Tuesday, March 15, 2011

Japan Earthquake & Tsunami: Does It All Matter Anymore?

To watch the unfolding of an on-going tragedy in the warmth of one's home is one of the most uncomfortable senses of being that I have ever experienced, so far. The tragedy that is hitting Japan today is a sad moment.

Christchurch and the other earthquake incidents were one-off. There was the quake, and a few tremors. Or, there was the tsunami, and all was gone. But to watch the earthquake and then the tsunami and then the unsteadiness of the nuclear plants and to see crowds of people with nowhere to go, hungry, cold and lost, and then to see the plain devastation of an entire village and town where thousands used to live and are there no more, that scene in my mind is the most heart wretching.

I watched the unfolding drama with my Japanese friend and his wife.

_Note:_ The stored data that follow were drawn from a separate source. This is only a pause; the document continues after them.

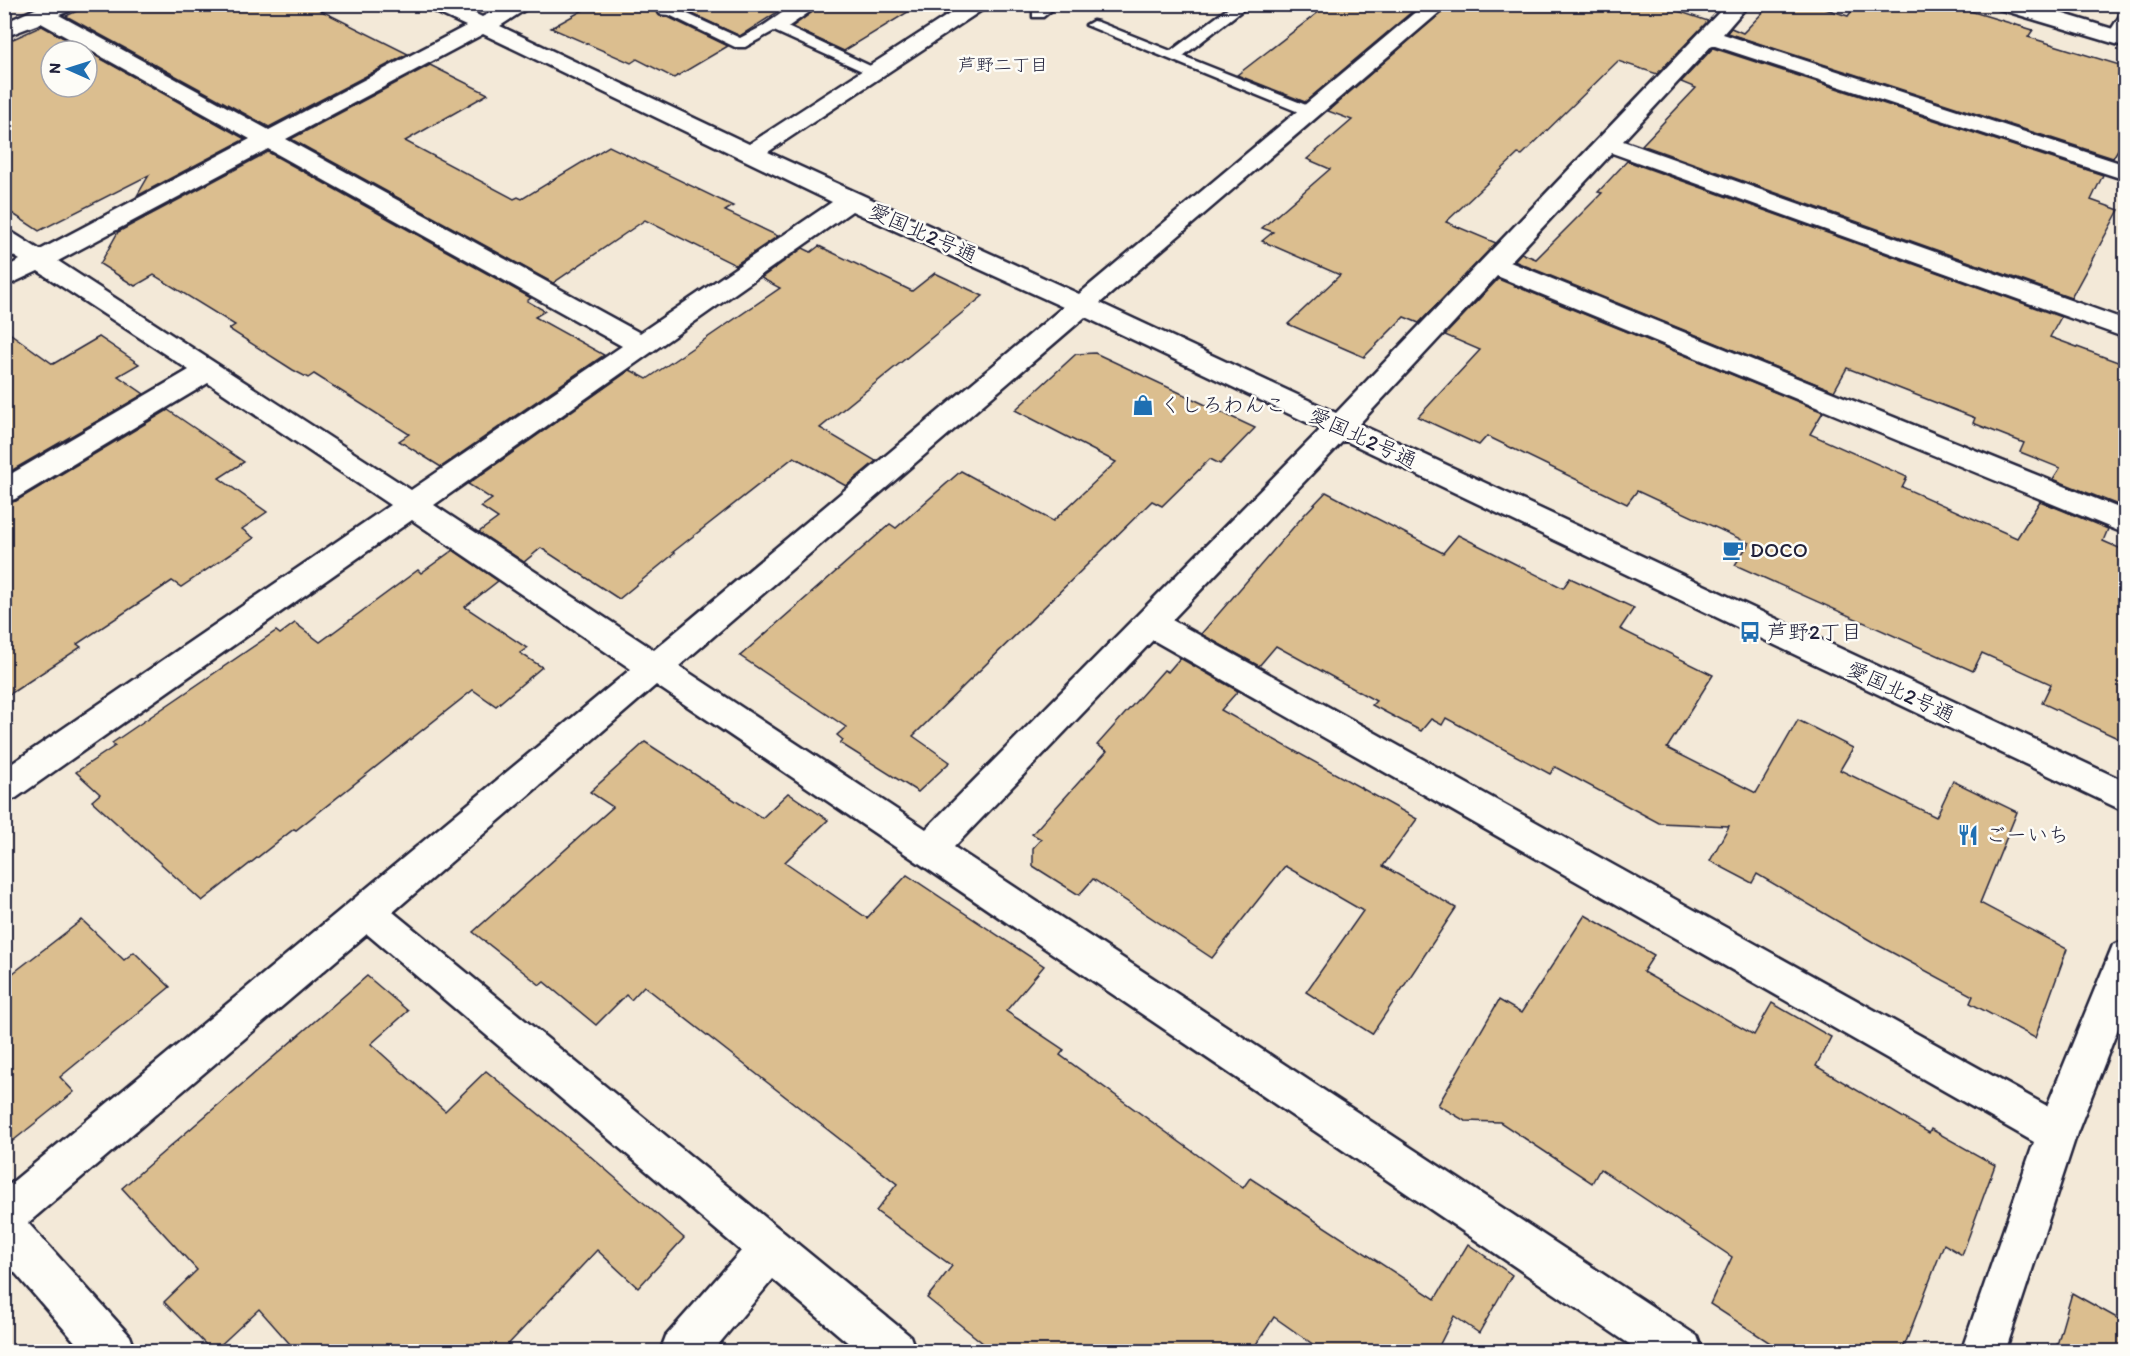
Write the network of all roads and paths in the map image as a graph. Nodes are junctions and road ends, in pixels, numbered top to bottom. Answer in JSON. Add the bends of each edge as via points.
{"nodes":[{"id":1,"x":65,"y":4,"type":"edge"},
{"id":2,"x":438,"y":4,"type":"edge"},
{"id":3,"x":524,"y":4,"type":"edge"},
{"id":4,"x":811,"y":4,"type":"edge"},
{"id":5,"x":1052,"y":4,"type":"edge"},
{"id":6,"x":1243,"y":4,"type":"edge"},
{"id":7,"x":1439,"y":4,"type":"edge"},
{"id":8,"x":1739,"y":4,"type":"edge"},
{"id":9,"x":2007,"y":4,"type":"edge"},
{"id":10,"x":975,"y":6,"type":"edge"},
{"id":11,"x":672,"y":7,"type":"edge"},
{"id":12,"x":1038,"y":14,"type":"dead end"},
{"id":13,"x":42,"y":15,"type":"junction"},
{"id":14,"x":2126,"y":17,"type":"edge"},
{"id":15,"x":1092,"y":25,"type":"dead end"},
{"id":16,"x":483,"y":26,"type":"junction"},
{"id":17,"x":774,"y":26,"type":"junction"},
{"id":18,"x":4,"y":30,"type":"edge"},
{"id":19,"x":1708,"y":37,"type":"junction"},
{"id":20,"x":2120,"y":38,"type":"edge"},
{"id":21,"x":1172,"y":57,"type":"junction"},
{"id":22,"x":876,"y":72,"type":"junction"},
{"id":23,"x":1311,"y":112,"type":"junction"},
{"id":24,"x":269,"y":138,"type":"junction"},
{"id":25,"x":1608,"y":144,"type":"junction"},
{"id":26,"x":752,"y":152,"type":"junction"},
{"id":27,"x":2126,"y":173,"type":"edge"},
{"id":28,"x":850,"y":201,"type":"junction"},
{"id":29,"x":4,"y":238,"type":"edge"},
{"id":30,"x":40,"y":261,"type":"junction"},
{"id":31,"x":1494,"y":266,"type":"junction"},
{"id":32,"x":4,"y":279,"type":"edge"},
{"id":33,"x":1080,"y":304,"type":"junction"},
{"id":34,"x":2126,"y":330,"type":"edge"},
{"id":35,"x":642,"y":346,"type":"junction"},
{"id":36,"x":209,"y":370,"type":"junction"},
{"id":37,"x":1340,"y":427,"type":"junction"},
{"id":38,"x":4,"y":492,"type":"edge"},
{"id":39,"x":411,"y":506,"type":"junction"},
{"id":40,"x":2126,"y":523,"type":"edge"},
{"id":41,"x":1150,"y":624,"type":"junction"},
{"id":42,"x":657,"y":667,"type":"junction"},
{"id":43,"x":4,"y":788,"type":"edge"},
{"id":44,"x":2126,"y":798,"type":"edge"},
{"id":45,"x":928,"y":850,"type":"junction"},
{"id":46,"x":368,"y":913,"type":"junction"},
{"id":47,"x":2126,"y":957,"type":"edge"},
{"id":48,"x":2057,"y":1133,"type":"junction"},
{"id":49,"x":4,"y":1216,"type":"edge"},
{"id":50,"x":4,"y":1227,"type":"edge"},
{"id":51,"x":771,"y":1250,"type":"junction"},
{"id":52,"x":114,"y":1352,"type":"edge"},
{"id":53,"x":681,"y":1352,"type":"edge"},
{"id":54,"x":894,"y":1352,"type":"edge"},
{"id":55,"x":1681,"y":1352,"type":"edge"},
{"id":56,"x":1983,"y":1352,"type":"edge"}],
"edges":[{"from":1,"to":13,"type":"street"},
{"from":2,"to":16,"type":"street","name":"愛国北2号通"},
{"from":3,"to":16,"type":"street"},
{"from":4,"to":17,"type":"street"},
{"from":5,"to":12,"type":"lane"},
{"from":6,"to":21,"type":"lane"},
{"from":7,"to":23,"type":"street"},
{"from":8,"to":19,"type":"street"},
{"from":9,"to":20,"type":"street"},
{"from":10,"to":22,"type":"street"},
{"from":11,"to":17,"type":"lane","via":[[740,44]]},
{"from":13,"to":18,"type":"street"},
{"from":13,"to":24,"type":"street"},
{"from":14,"to":20,"type":"lane"},
{"from":15,"to":21,"type":"lane"},
{"from":16,"to":24,"type":"street"},
{"from":16,"to":26,"type":"street","name":"愛国北2号通"},
{"from":17,"to":22,"type":"lane"},
{"from":19,"to":25,"type":"street"},
{"from":19,"to":27,"type":"street"},
{"from":21,"to":23,"type":"lane"},
{"from":22,"to":26,"type":"street"},
{"from":23,"to":33,"type":"street"},
{"from":24,"to":30,"type":"street"},
{"from":24,"to":35,"type":"street"},
{"from":25,"to":31,"type":"street"},
{"from":25,"to":34,"type":"street"},
{"from":26,"to":28,"type":"street","name":"愛国北2号通"},
{"from":28,"to":33,"type":"street","name":"愛国北2号通"},
{"from":28,"to":35,"type":"street"},
{"from":29,"to":30,"type":"street"},
{"from":30,"to":32,"type":"street"},
{"from":30,"to":36,"type":"street"},
{"from":31,"to":37,"type":"street"},
{"from":31,"to":40,"type":"street"},
{"from":33,"to":37,"type":"street","name":"愛国北2号通"},
{"from":33,"to":42,"type":"street"},
{"from":35,"to":39,"type":"street"},
{"from":36,"to":38,"type":"street"},
{"from":36,"to":39,"type":"street"},
{"from":37,"to":41,"type":"street"},
{"from":37,"to":44,"type":"street","name":"愛国北2号通"},
{"from":39,"to":42,"type":"street"},
{"from":39,"to":43,"type":"street"},
{"from":41,"to":45,"type":"street"},
{"from":41,"to":48,"type":"street"},
{"from":42,"to":45,"type":"street"},
{"from":42,"to":46,"type":"street"},
{"from":45,"to":55,"type":"street"},
{"from":46,"to":49,"type":"street"},
{"from":46,"to":51,"type":"street"},
{"from":47,"to":48,"type":"street"},
{"from":48,"to":56,"type":"street"},
{"from":50,"to":52,"type":"street"},
{"from":51,"to":53,"type":"street"},
{"from":51,"to":54,"type":"street"}]}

They had the nervous laughter, unable to show their sadness in front of their guests, and forever trying to play the perfect host and hostess. Their two boys and a girl are in Tokyo and in the initial hours they could not keep contact. Finally, they found one son walking home seven kilometres, the daughter squeezing in among friends in fear, and the youngest son could only responded: "What, OK!" They have a fallout with their youngest son and my friend concluded that the one consolation of this disaster is that he and his wife could at the very least have some form of communication with their son.

I said to my youngest sister who I discovered has already passed forty when we were watching the tragedy on TV that this is a tragedy only because of the insignificance of the lives of human beings. The earth is nothing but a ball of fire and the other layer has cooled to form a crust which is in a constant state of flux, like the skull. The movement is constant, but in human terms, this is what the engineers called a once in a hundred year event. Well, if a moment for the earth is a hundred years for humans, then our individual lives do not last more than one moment each, in global terms, and probably far less than in cosmic terms. We are like insects that are born in the morning and die by night fall. And what do we do in this shortness of time. We fight, we lie, we cheat, we become generally unhappy with ourselves and everybody else. How silly are we all!

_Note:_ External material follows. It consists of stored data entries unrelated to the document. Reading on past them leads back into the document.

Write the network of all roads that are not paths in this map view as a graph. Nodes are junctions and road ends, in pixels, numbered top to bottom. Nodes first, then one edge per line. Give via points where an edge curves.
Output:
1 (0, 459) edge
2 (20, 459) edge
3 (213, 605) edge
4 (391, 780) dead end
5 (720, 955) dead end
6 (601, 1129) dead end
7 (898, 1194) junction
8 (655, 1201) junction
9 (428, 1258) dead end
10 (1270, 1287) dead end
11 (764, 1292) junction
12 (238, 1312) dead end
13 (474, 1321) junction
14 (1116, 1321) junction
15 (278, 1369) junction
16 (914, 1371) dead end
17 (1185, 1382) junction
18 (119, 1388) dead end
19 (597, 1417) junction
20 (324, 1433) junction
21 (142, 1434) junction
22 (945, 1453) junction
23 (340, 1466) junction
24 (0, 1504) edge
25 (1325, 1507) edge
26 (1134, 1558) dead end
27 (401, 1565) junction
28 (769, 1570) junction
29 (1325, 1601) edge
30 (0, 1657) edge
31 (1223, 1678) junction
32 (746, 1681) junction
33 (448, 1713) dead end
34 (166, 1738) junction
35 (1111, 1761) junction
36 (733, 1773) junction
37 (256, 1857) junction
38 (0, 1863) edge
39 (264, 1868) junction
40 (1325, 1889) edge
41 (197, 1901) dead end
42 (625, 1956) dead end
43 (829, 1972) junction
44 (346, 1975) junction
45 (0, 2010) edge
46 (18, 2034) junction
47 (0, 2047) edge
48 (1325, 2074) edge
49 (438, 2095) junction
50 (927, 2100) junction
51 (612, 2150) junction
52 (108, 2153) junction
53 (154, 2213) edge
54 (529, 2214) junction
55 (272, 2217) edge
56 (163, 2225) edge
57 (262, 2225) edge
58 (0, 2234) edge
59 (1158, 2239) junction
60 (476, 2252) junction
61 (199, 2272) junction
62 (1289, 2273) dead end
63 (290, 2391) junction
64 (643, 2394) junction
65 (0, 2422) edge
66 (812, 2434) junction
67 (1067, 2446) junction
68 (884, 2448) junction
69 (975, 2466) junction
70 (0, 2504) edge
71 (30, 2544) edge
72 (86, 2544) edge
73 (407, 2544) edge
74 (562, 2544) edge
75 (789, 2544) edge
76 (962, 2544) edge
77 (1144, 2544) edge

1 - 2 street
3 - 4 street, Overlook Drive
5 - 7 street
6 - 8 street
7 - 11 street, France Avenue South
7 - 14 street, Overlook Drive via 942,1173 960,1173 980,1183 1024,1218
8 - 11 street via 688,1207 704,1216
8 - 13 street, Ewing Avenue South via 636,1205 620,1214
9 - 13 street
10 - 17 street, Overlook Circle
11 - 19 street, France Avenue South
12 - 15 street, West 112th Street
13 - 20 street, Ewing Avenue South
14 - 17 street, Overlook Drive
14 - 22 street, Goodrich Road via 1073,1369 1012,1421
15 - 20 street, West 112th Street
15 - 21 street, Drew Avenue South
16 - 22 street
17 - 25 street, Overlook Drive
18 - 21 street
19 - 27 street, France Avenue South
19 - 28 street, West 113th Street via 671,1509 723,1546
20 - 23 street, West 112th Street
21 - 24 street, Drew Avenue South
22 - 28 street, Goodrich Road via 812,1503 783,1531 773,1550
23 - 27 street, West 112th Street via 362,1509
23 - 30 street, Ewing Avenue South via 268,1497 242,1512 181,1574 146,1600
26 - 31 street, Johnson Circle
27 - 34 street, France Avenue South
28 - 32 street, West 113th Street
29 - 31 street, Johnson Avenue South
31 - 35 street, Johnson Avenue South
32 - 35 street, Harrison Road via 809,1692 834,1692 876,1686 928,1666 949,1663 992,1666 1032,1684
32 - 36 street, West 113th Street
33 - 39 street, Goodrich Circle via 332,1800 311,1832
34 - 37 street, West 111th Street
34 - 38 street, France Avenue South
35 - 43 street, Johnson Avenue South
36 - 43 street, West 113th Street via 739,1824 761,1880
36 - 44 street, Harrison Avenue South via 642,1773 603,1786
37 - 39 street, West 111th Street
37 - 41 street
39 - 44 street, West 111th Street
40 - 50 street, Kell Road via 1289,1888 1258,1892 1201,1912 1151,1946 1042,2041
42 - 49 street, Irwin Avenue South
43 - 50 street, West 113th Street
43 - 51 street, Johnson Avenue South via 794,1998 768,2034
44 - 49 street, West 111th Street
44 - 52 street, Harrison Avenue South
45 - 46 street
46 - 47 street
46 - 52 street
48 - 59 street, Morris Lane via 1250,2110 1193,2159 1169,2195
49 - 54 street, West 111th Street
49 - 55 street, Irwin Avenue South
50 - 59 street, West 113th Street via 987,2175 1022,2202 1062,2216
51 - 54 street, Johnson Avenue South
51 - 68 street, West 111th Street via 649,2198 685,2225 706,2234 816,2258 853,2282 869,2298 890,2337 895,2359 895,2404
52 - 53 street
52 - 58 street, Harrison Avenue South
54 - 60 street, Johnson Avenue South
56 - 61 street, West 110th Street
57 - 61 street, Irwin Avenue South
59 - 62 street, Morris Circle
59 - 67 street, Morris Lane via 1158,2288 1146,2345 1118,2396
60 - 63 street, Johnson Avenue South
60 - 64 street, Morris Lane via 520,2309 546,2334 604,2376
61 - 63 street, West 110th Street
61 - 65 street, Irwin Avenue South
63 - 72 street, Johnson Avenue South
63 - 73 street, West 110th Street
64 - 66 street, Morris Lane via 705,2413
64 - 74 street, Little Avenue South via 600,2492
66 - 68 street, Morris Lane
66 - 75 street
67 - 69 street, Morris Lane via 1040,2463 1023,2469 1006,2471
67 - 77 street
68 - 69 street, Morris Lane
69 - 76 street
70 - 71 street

So, there is no big deal to this former prime minister of our who has again distinguished himself by writing a book of lies to justify his wrongdoings, and calling everybody else names. I have find it extremely unpleasant for supposed educated young and old men and women to degrade themselves as intellectual by extreme forms of arguments when good manners should have prevailed. Instead of focusing on the subject matter, they would focus on character assassination and calling people names. Sticking labels on people is one the easiest and lowest forms of human communication and I can see now where our young people are getting their bad manners from. Economists, unfortunately, have become extremely ill-mannered ever since Keynes published The General Theory. He argued that in order to get his argument across and to break through a tough convention, he had to be rude - in his words, to "convict" his opponent. Since then, economists have acquired very bad manners in their talking and writing. I have learned this little thing from my Malay colleagues when I was working in a major bank. The executive director told me: "You might be clever, but you must make people accept you first." I am eternally gratefully to this person, who unfortunately had fallen into disgrace due to his lack of good judgement in his work. If you want to know why economists do not agree, it is because they are rude, no matter how brainy they may imagine themselves to be.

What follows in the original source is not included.